_TASK STATEMENT_
How many lines of the entries hold the string "AVENUE"? Reply with the number alone.

Stored data
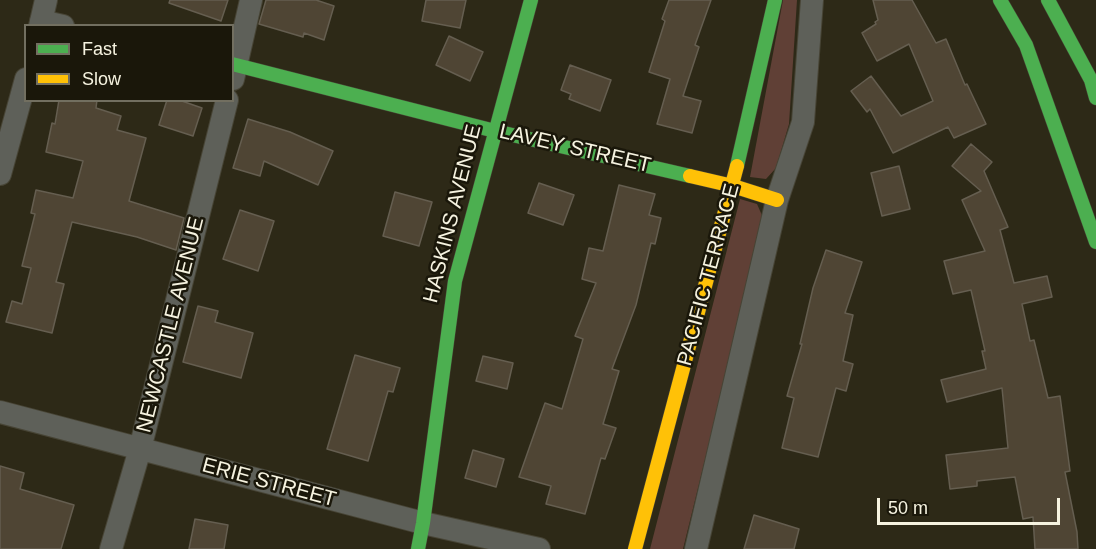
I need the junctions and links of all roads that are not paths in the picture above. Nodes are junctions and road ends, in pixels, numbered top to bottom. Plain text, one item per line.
1 (252, 0) edge
2 (531, 0) edge
3 (775, 0) edge
4 (812, 0) edge
5 (1000, 0) edge
6 (1048, 0) edge
7 (234, 70) edge
8 (24, 86) edge
9 (1096, 98) edge
10 (227, 102) edge
11 (495, 131) junction
12 (0, 174) edge
13 (733, 186) junction
14 (777, 200) junction
15 (1096, 242) edge
16 (0, 412) edge
17 (140, 449) junction
18 (423, 523) junction
19 (111, 549) edge
20 (418, 549) edge
21 (539, 549) edge
22 (636, 549) edge
23 (696, 549) edge

1 - 7 street
2 - 11 street, HASKINS AVENUE
3 - 13 street, PACIFIC TERRACE
4 - 14 street
5 - 15 street
6 - 9 street
7 - 11 street, LAVEY STREET
8 - 12 street
10 - 17 street, NEWCASTLE AVENUE
11 - 13 street, LAVEY STREET
11 - 18 street, HASKINS AVENUE
13 - 14 street, LAVEY STREET
13 - 22 street, PACIFIC TERRACE
14 - 23 street
16 - 17 street, ERIE STREET
17 - 18 street, ERIE STREET
17 - 19 street, NEWCASTLE AVENUE
18 - 20 street, HASKINS AVENUE
18 - 21 street, ERIE STREET

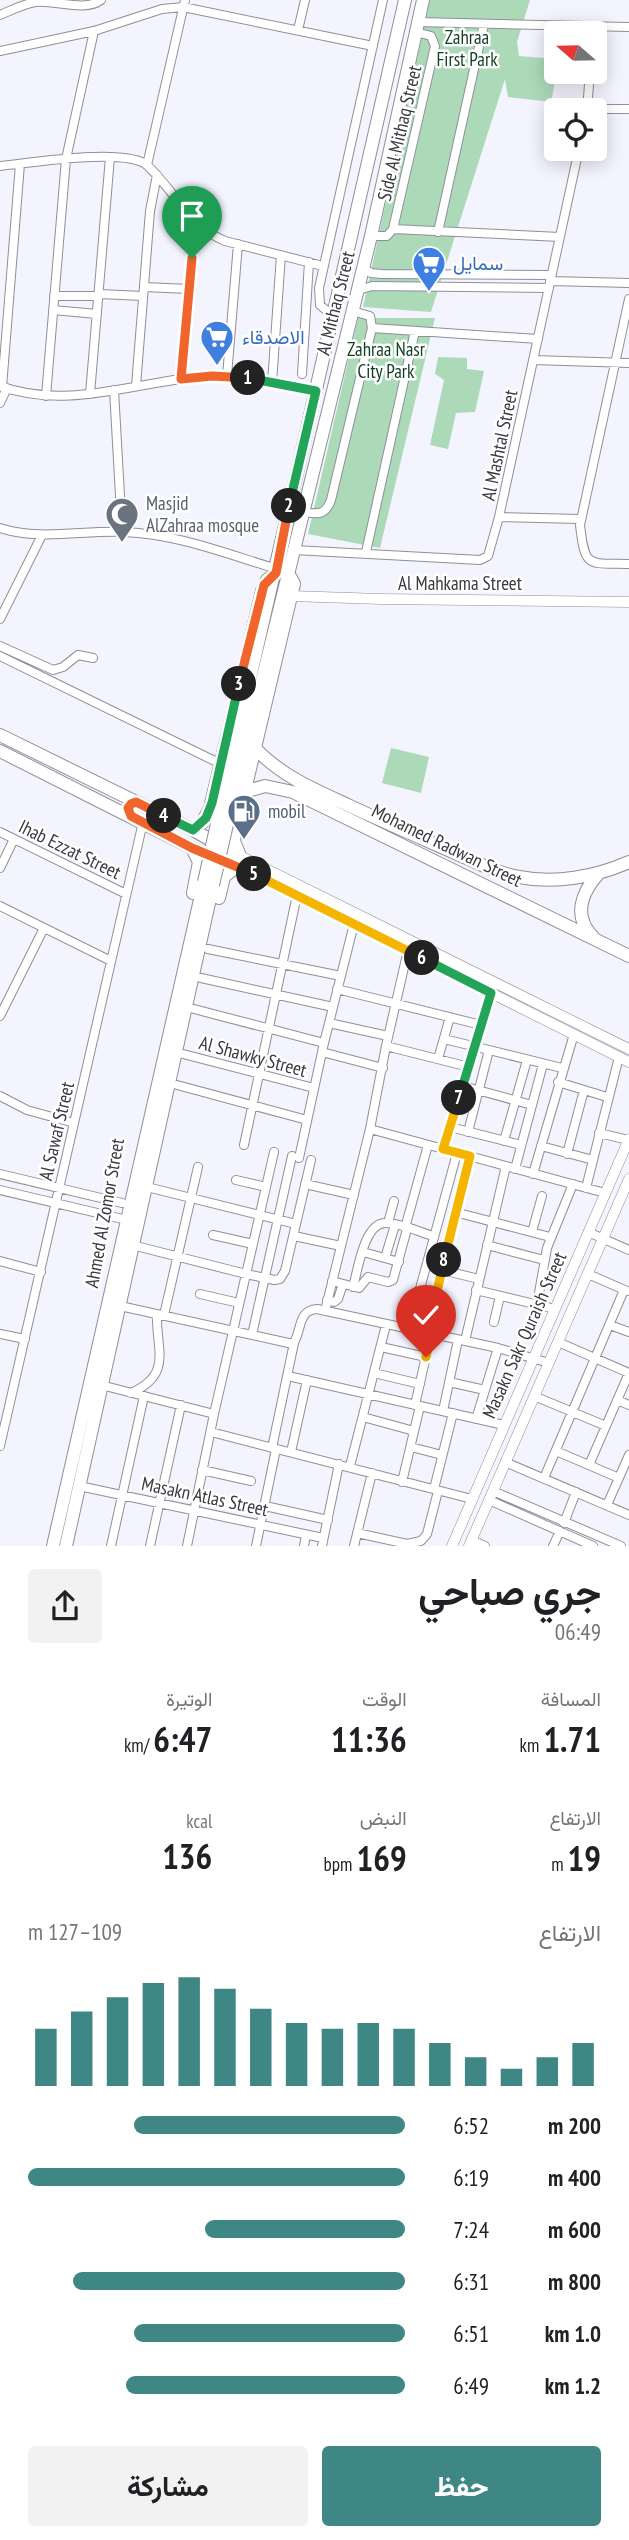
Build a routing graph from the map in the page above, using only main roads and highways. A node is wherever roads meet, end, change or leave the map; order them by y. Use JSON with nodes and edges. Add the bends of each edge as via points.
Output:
{"nodes":[{"id":1,"x":405,"y":0,"type":"edge"},
{"id":2,"x":423,"y":0,"type":"edge"},
{"id":3,"x":370,"y":149,"type":"junction"},
{"id":4,"x":389,"y":152,"type":"junction"},
{"id":5,"x":364,"y":175,"type":"junction"},
{"id":6,"x":383,"y":179,"type":"junction"},
{"id":7,"x":280,"y":572,"type":"junction"},
{"id":8,"x":0,"y":734,"type":"edge"},
{"id":9,"x":254,"y":748,"type":"junction"},
{"id":10,"x":0,"y":751,"type":"edge"},
{"id":11,"x":279,"y":770,"type":"junction"},
{"id":12,"x":273,"y":786,"type":"junction"},
{"id":13,"x":244,"y":792,"type":"junction"},
{"id":14,"x":119,"y":793,"type":"junction"},
{"id":15,"x":136,"y":802,"type":"junction"},
{"id":16,"x":113,"y":807,"type":"junction"},
{"id":17,"x":209,"y":813,"type":"junction"},
{"id":18,"x":131,"y":816,"type":"junction"},
{"id":19,"x":237,"y":819,"type":"junction"},
{"id":20,"x":193,"y":830,"type":"junction"},
{"id":21,"x":192,"y":848,"type":"junction"},
{"id":22,"x":239,"y":861,"type":"junction"},
{"id":23,"x":629,"y":862,"type":"edge"},
{"id":24,"x":599,"y":873,"type":"junction"},
{"id":25,"x":198,"y":874,"type":"junction"},
{"id":26,"x":222,"y":883,"type":"junction"},
{"id":27,"x":595,"y":940,"type":"junction"},
{"id":28,"x":629,"y":956,"type":"edge"},
{"id":29,"x":147,"y":1186,"type":"junction"},
{"id":30,"x":127,"y":1220,"type":"junction"},
{"id":31,"x":53,"y":1546,"type":"edge"},
{"id":32,"x":66,"y":1546,"type":"edge"}],
"edges":[{"from":1,"to":3,"type":"main road","name":"Al Mithaq Street"},
{"from":2,"to":4,"type":"main road","name":"Al Mithaq Street"},
{"from":3,"to":4,"type":"main road","via":[[379,155]]},
{"from":3,"to":5,"type":"main road","name":"Al Mithaq Street"},
{"from":4,"to":6,"type":"main road","name":"Al Mithaq Street"},
{"from":5,"to":6,"type":"main road","via":[[374,173]]},
{"from":5,"to":7,"type":"main road","name":"Al Mithaq Street"},
{"from":6,"to":7,"type":"main road","name":"Al Mithaq Street","via":[[294,550]]},
{"from":7,"to":9,"type":"main road","name":"Al Mithaq Street","via":[[293,584]]},
{"from":7,"to":17,"type":"main road","name":"Al Mithaq Street","via":[[267,580],[262,591]]},
{"from":7,"to":29,"type":"main road","bridge":true},
{"from":7,"to":30,"type":"main road","bridge":true},
{"from":8,"to":14,"type":"main road"},
{"from":9,"to":11,"type":"main road","name":"Mohamed Radwan Street"},
{"from":9,"to":13,"type":"main road","name":"Al Mithaq Street"},
{"from":10,"to":16,"type":"main road"},
{"from":11,"to":12,"type":"main road","via":[[272,777]]},
{"from":11,"to":24,"type":"main road","name":"Mohamed Radwan Street","via":[[414,836],[516,877],[563,879]]},
{"from":12,"to":13,"type":"main road"},
{"from":12,"to":27,"type":"main road","name":"Mohamed Radwan Street","via":[[321,804]]},
{"from":13,"to":19,"type":"main road","name":"Al Mithaq Street"},
{"from":14,"to":15,"type":"main road"},
{"from":14,"to":16,"type":"main road","via":[[120,804]]},
{"from":15,"to":18,"type":"main road","via":[[128,808]]},
{"from":15,"to":20,"type":"main road"},
{"from":16,"to":18,"type":"main road"},
{"from":17,"to":19,"type":"main road","via":[[223,821]]},
{"from":17,"to":20,"type":"main road","name":"Al Mithaq Street"},
{"from":18,"to":21,"type":"main road"},
{"from":19,"to":22,"type":"main road","name":"Al Mithaq Street","via":[[234,837]]},
{"from":20,"to":22,"type":"main road"},
{"from":21,"to":22,"type":"main road"},
{"from":21,"to":25,"type":"main road","name":"Ahmed Al Zomor Street","via":[[199,862]]},
{"from":22,"to":26,"type":"main road","name":"Ahmed Al Zomor Street"},
{"from":23,"to":24,"type":"main road","name":"Mohamed Radwan Street"},
{"from":24,"to":27,"type":"main road","via":[[587,887],[581,905],[584,924]]},
{"from":25,"to":26,"type":"main road","via":[[216,875]]},
{"from":25,"to":30,"type":"main road","name":"Ahmed Al Zomor Street","via":[[122,1203]]},
{"from":26,"to":29,"type":"main road","name":"Ahmed Al Zomor Street","via":[[156,1175]]},
{"from":27,"to":28,"type":"main road","name":"Mohamed Radwan Street"},
{"from":29,"to":32,"type":"main road","name":"Ahmed Al Zomor Street"},
{"from":30,"to":31,"type":"main road","name":"Ahmed Al Zomor Street"}]}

_RESPONSE TO THIS EXERCISE_
5